Mise à jour 2003 du consensus sur l’asthme chez les adultes
Dans les 15 dernières années, plusieurs séries de directives du consensus canadien sur le diagnostic et le traitement de l’asthme ont été publiées. Elles couvrent le traitement initial de l’asthme, les traitements d’appoint et l’éducation. La mise à jour 2003 de ces directives chez les adultes vient de paraître. Elles ont été préparées par diverses parties prenantes, des médecins spécialistes et des groupes de patients, lors d’une rencontre de deux jours à Montréal (Québec) en juin de la même année. Le groupe « adultes » s’est réuni sous les auspices de la Société canadienne de Thoracologie. Le groupe « enfants » était sous l’égide du Réseau canadien pour le traitement de l’asthme. Les nouvelles directives sur l’asthme chez les enfants devraient paraître sous peu.
Les directives sur l’asthme chez les adultes s’adressent d’abord aux médecins spécialistes et aux omnipraticiens. Notre but est d’en souligner les faits saillants afin que les patients et les membres de leurs familles comprennent en quoi consiste la base d’un traitement approprié. Cela leur permettra non seulement d’évaluer leur traitement mais aussi d’en améliorer l’observance thérapeutique. Nous savons qu’en général l’asthme est mal maîtrisé. Il devient donc crucial que toute personne intéressée, professionnellement ou individuellement, soit bien renseignée sur la plus récente approche préconisée.
Faits saillants sur le traitement médical de l’asthme
La prise de corticosteroïdes inhalés (CI) doit être envisagée tôt dans l’évolution de la maladie, même chez les patients rapportant éprouver des symptômes moins de trois fois par semaine. La raison en est que l’utilisation précoce des CI a été associée à une meilleure maîtrise des symptômes et, surtout, à une diminition significative de 44 % d’une exacerbation grave de l’asthme. N.B. : On entend pas asthme léger, un asthme aux symptômes intermittents maîtrisés par la prise d’un agoniste ß2 à courte durée d’action ou à action rapide au moins deux fois par semaine.
Il n’existe pas de preuves à l’appui d’un traitement d’association chez les personnes ayant un asthme symptômatique léger et n’ayant jamais été traitées aux CI.
Les antagonistes des récepteurs des leucotriènes (ARLT) offrent une solution de rechange aux patients qui ne peuvent pas ou qui ne veulent pas prendre de CI. Toutefois, les ARLT en monothérapie sont moins efficaces que les CI pris à faible dose.

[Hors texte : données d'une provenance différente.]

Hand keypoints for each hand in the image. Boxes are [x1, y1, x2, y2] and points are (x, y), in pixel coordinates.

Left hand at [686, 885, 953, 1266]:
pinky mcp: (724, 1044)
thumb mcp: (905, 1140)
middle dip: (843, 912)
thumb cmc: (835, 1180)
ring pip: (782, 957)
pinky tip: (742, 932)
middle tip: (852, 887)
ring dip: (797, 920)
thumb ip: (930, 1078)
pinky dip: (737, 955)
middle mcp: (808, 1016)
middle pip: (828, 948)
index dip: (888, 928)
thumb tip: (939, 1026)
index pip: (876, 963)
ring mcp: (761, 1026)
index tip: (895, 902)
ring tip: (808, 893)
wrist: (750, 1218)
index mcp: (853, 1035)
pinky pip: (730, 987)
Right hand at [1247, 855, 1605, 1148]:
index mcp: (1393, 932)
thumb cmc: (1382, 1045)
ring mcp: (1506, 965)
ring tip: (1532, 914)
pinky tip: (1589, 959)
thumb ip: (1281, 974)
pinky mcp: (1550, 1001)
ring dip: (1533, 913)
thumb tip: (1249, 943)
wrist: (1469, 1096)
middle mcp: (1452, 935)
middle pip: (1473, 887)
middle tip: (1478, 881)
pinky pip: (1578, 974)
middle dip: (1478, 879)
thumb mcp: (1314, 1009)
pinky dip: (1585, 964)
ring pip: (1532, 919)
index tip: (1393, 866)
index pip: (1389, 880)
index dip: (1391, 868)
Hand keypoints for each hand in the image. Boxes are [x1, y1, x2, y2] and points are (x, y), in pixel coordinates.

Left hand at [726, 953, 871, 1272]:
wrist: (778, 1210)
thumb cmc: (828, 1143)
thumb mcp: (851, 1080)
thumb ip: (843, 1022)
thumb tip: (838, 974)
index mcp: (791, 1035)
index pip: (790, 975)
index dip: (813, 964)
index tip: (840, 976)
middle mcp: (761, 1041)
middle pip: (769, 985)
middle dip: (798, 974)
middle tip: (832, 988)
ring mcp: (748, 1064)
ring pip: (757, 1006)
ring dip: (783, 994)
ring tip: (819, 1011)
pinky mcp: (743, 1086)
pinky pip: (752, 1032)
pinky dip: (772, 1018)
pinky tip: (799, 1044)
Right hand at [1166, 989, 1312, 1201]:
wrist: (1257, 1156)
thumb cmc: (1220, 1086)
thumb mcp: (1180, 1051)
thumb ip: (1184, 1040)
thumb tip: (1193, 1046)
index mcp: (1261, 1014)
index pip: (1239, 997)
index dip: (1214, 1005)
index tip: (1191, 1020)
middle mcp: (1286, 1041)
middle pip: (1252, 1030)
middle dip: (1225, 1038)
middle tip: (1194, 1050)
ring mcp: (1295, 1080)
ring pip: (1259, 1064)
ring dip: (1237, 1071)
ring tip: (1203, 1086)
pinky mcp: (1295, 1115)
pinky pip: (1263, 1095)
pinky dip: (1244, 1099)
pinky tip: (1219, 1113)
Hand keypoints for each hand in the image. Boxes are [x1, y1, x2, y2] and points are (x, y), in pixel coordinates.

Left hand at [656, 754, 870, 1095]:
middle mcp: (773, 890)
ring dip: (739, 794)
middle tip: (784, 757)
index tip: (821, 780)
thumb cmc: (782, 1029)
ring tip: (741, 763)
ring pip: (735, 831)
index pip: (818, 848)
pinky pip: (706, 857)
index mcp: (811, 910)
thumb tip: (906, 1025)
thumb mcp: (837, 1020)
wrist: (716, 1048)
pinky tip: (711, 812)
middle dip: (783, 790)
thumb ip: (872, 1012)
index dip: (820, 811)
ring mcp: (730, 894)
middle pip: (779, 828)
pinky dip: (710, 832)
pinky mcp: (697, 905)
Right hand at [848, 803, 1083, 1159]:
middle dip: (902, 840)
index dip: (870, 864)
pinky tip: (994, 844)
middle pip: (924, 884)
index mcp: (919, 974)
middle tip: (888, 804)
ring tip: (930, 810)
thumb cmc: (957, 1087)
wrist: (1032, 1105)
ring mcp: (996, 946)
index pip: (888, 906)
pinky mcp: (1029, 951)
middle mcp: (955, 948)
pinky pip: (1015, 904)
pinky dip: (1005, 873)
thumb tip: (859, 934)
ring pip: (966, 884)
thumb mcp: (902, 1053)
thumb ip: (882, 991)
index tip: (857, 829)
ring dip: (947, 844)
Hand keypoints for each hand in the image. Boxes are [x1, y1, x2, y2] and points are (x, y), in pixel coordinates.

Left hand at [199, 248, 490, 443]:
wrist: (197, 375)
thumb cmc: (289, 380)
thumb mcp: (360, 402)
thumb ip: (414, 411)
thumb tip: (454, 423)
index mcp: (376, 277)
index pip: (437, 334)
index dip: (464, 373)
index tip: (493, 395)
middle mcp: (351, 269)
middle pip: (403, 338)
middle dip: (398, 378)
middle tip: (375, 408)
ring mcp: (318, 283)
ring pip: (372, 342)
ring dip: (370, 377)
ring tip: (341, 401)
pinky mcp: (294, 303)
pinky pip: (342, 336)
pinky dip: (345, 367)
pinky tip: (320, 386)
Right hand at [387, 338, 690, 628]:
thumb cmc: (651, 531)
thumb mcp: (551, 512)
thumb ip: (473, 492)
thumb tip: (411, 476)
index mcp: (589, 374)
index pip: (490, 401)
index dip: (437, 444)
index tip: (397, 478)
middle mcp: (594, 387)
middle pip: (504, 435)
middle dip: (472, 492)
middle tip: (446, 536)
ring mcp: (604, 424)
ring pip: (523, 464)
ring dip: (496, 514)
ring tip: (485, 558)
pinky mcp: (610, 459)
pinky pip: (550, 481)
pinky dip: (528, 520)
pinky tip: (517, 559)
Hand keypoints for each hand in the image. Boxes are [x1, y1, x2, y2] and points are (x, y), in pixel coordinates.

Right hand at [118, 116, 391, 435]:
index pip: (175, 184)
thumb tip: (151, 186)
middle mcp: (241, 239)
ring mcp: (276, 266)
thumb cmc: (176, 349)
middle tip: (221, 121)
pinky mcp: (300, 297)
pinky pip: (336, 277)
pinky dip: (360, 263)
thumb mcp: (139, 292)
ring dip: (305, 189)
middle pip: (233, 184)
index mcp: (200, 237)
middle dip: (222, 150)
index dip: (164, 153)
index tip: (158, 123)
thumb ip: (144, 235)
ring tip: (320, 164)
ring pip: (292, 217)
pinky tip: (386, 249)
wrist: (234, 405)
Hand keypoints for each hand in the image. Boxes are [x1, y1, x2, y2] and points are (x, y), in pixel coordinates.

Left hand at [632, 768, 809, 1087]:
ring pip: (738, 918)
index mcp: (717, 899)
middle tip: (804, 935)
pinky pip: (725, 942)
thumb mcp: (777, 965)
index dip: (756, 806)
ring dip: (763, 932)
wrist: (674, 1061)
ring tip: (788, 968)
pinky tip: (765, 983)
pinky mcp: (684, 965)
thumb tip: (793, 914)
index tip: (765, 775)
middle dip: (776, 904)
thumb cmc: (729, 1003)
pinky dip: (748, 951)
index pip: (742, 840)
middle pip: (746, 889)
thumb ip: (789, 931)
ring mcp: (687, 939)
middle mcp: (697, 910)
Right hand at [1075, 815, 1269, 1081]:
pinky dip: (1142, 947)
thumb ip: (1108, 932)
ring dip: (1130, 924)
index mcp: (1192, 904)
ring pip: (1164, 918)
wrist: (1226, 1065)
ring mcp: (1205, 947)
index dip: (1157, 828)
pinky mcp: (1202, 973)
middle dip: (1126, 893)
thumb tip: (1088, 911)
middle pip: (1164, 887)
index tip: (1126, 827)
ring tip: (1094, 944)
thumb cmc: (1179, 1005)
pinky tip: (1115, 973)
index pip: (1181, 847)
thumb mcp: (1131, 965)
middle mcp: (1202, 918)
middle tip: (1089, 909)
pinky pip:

Les doses de CI prescrites pour un asthme léger sont sans danger.
Entre autres recommandations faites également, soulignons l’importance pour les patients de l’éducation sur l’asthme chez les adultes, des plans d’action pour l’autogestion et d’un suivi médical régulier.
Au cours de cette année, la Réseau canadien pour le traitement de l’asthme (RCTA) disséminera la mise à jour des directives dans le milieu médical et dans le grand public partout au Canada. Le RCTA a pour mission de promouvoir le traitement de l’asthme et l’éducation des personnes asthmatiques au Canada dans le but de réduire la mortalité et la morbidité causées par cette maladie.
On trouvera plus de renseignements à ce sujet dans le supplément de mai/juin du Volume II du Canadian Respiratory Journal.
Qu’entend-t-on par « asthme bien maîtrisé » ?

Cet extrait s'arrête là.